#### Directions for this task
Apart from the images, reproduce every record word for word.

#### Pose landmark coordinates
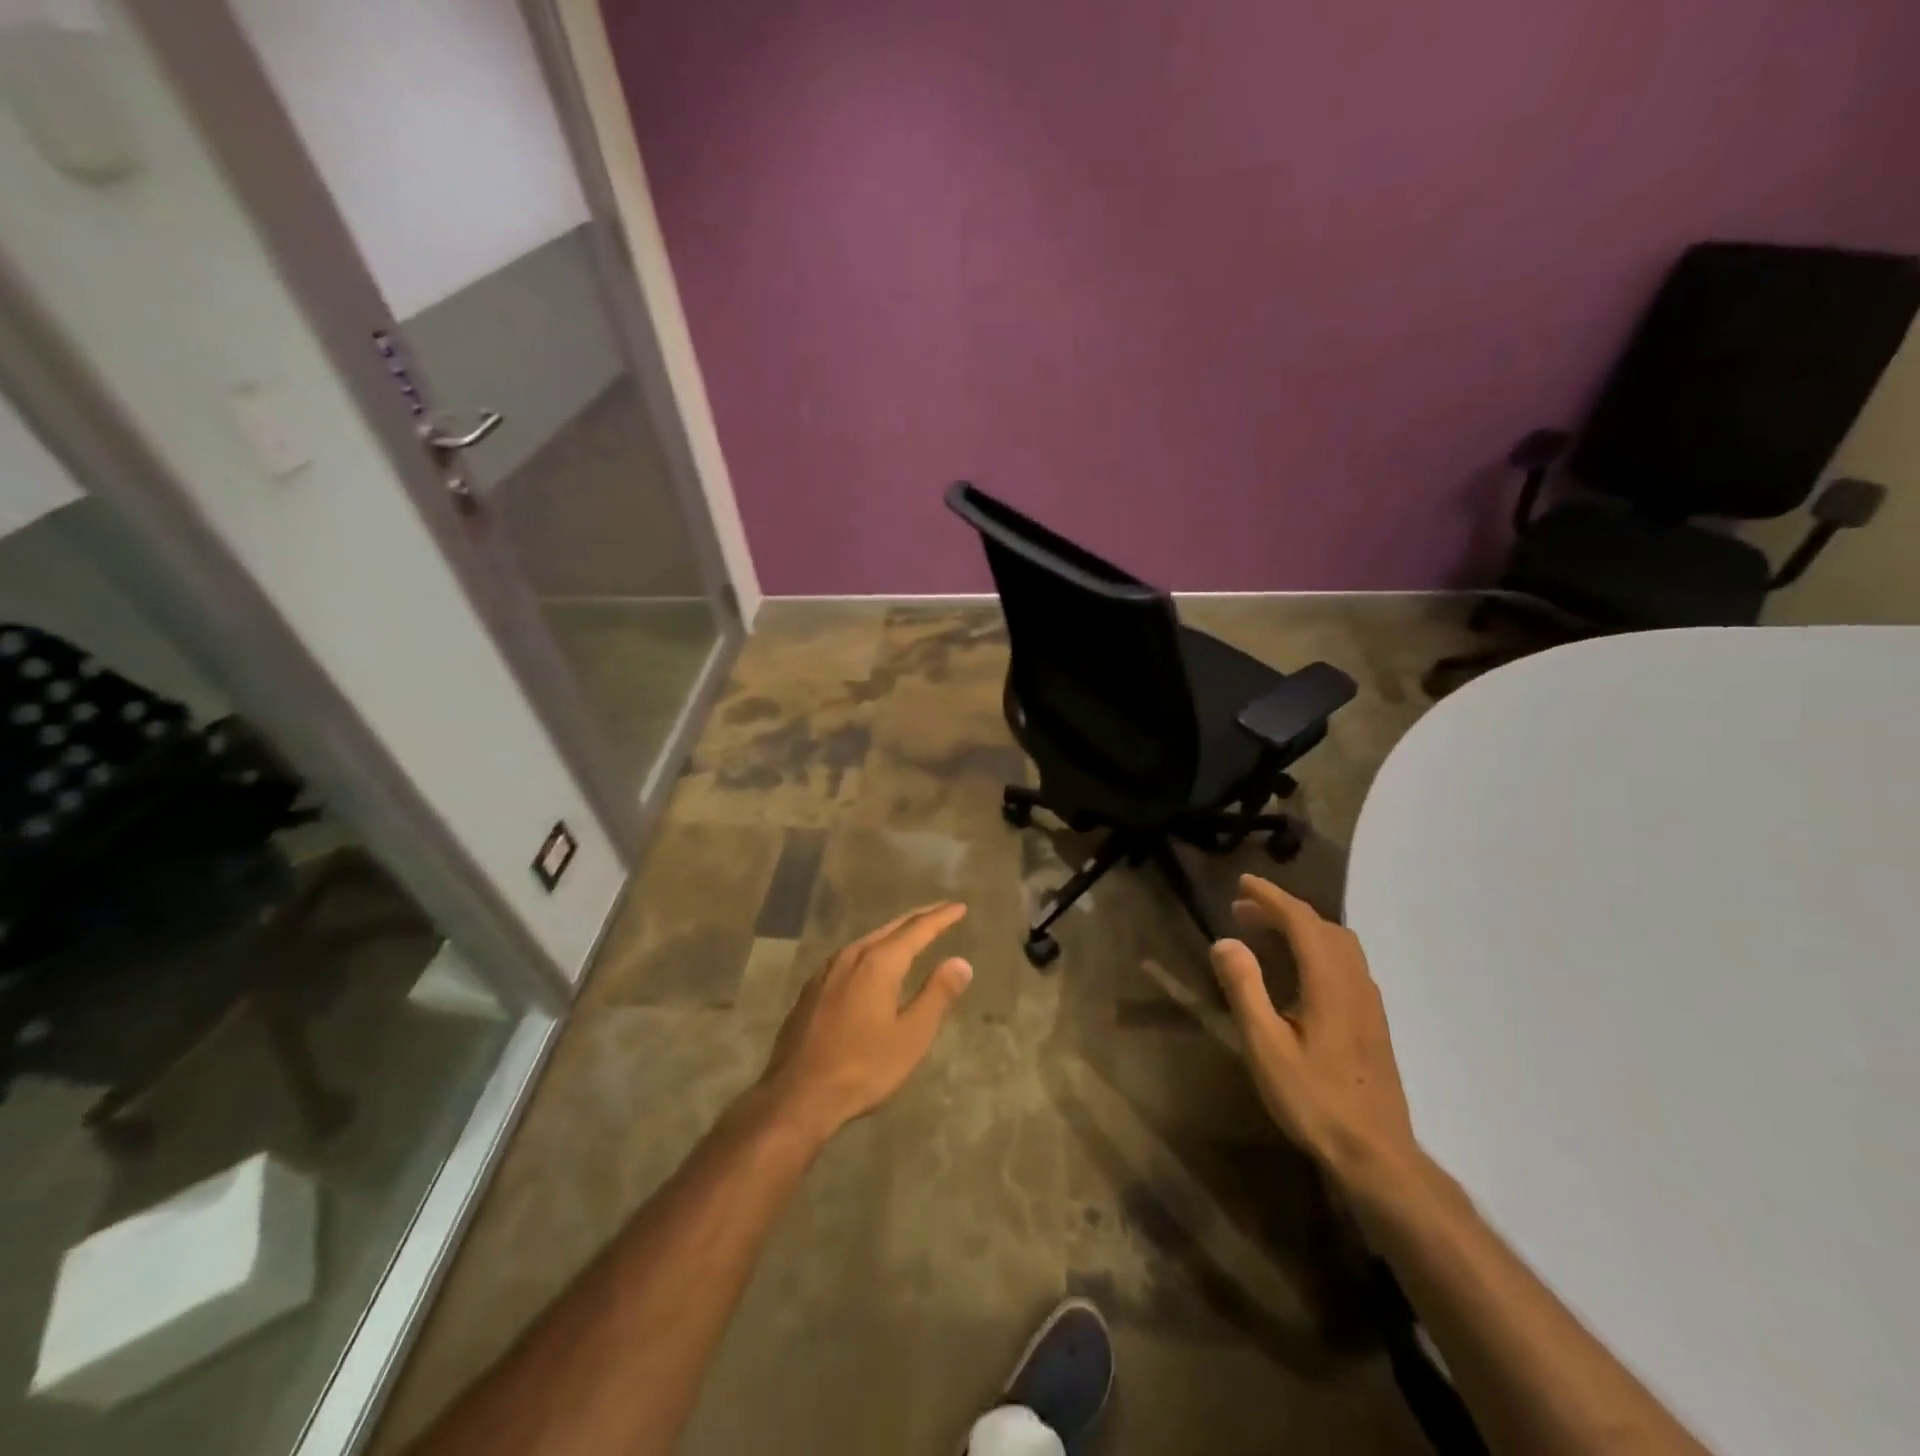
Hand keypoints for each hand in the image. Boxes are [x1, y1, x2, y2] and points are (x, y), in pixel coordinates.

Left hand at [757, 903, 972, 1145]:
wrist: (797, 1096)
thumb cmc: (863, 1068)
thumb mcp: (911, 1036)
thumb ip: (937, 995)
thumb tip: (960, 962)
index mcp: (878, 963)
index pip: (917, 930)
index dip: (941, 917)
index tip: (960, 907)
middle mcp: (851, 956)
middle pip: (891, 928)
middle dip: (918, 918)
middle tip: (941, 911)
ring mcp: (826, 971)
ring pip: (868, 940)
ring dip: (893, 933)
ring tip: (911, 933)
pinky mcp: (812, 989)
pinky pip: (850, 956)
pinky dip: (872, 950)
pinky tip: (871, 962)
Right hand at [1210, 875, 1417, 1186]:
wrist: (1376, 1155)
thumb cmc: (1314, 1100)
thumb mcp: (1266, 1046)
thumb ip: (1245, 989)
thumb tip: (1225, 941)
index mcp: (1330, 983)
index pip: (1302, 921)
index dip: (1271, 897)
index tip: (1242, 882)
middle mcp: (1355, 983)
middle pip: (1323, 927)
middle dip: (1283, 910)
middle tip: (1243, 910)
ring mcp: (1369, 1003)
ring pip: (1338, 945)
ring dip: (1302, 928)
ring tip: (1265, 933)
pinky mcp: (1372, 1021)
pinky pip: (1344, 963)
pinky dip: (1316, 948)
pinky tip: (1297, 971)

#### Answer space
Hand keypoints for each hand in the image. Boxes are [x1, y1, x2, y2] and points are (x, y), in pixel coordinates.

Left hand at [757, 903, 972, 1145]:
wrist: (797, 1096)
thumb cmc: (863, 1068)
thumb mcp: (911, 1036)
thumb ip: (937, 995)
thumb tip: (960, 962)
index mcp: (878, 963)
index pip: (917, 930)
index dip: (941, 917)
index tip: (960, 907)
middle mcp: (851, 956)
middle pip: (891, 928)
middle dip: (918, 918)
middle tip: (941, 911)
ring mcp: (826, 971)
ring pip: (868, 940)
ring dip: (893, 933)
ring tip: (911, 933)
pinky mcp: (812, 989)
pinky pip: (850, 956)
pinky dip: (872, 950)
pinky tip: (871, 962)
Right hand at [1210, 875, 1417, 1186]:
wrist: (1376, 1155)
thumb cmc: (1314, 1100)
thumb mcp: (1266, 1046)
thumb ip: (1245, 989)
thumb tip: (1225, 941)
index mcp: (1330, 983)
index pip: (1302, 921)
index dip: (1271, 897)
index tip: (1242, 882)
middle mcp: (1355, 983)
middle pip: (1323, 927)
middle dip: (1283, 910)
middle tip: (1243, 910)
ring mcp: (1369, 1003)
ring pip: (1338, 945)
ring dip: (1302, 928)
ring tip: (1265, 933)
pinky mcp: (1372, 1021)
pinky pip: (1344, 963)
pinky dip: (1316, 948)
pinky tip: (1297, 971)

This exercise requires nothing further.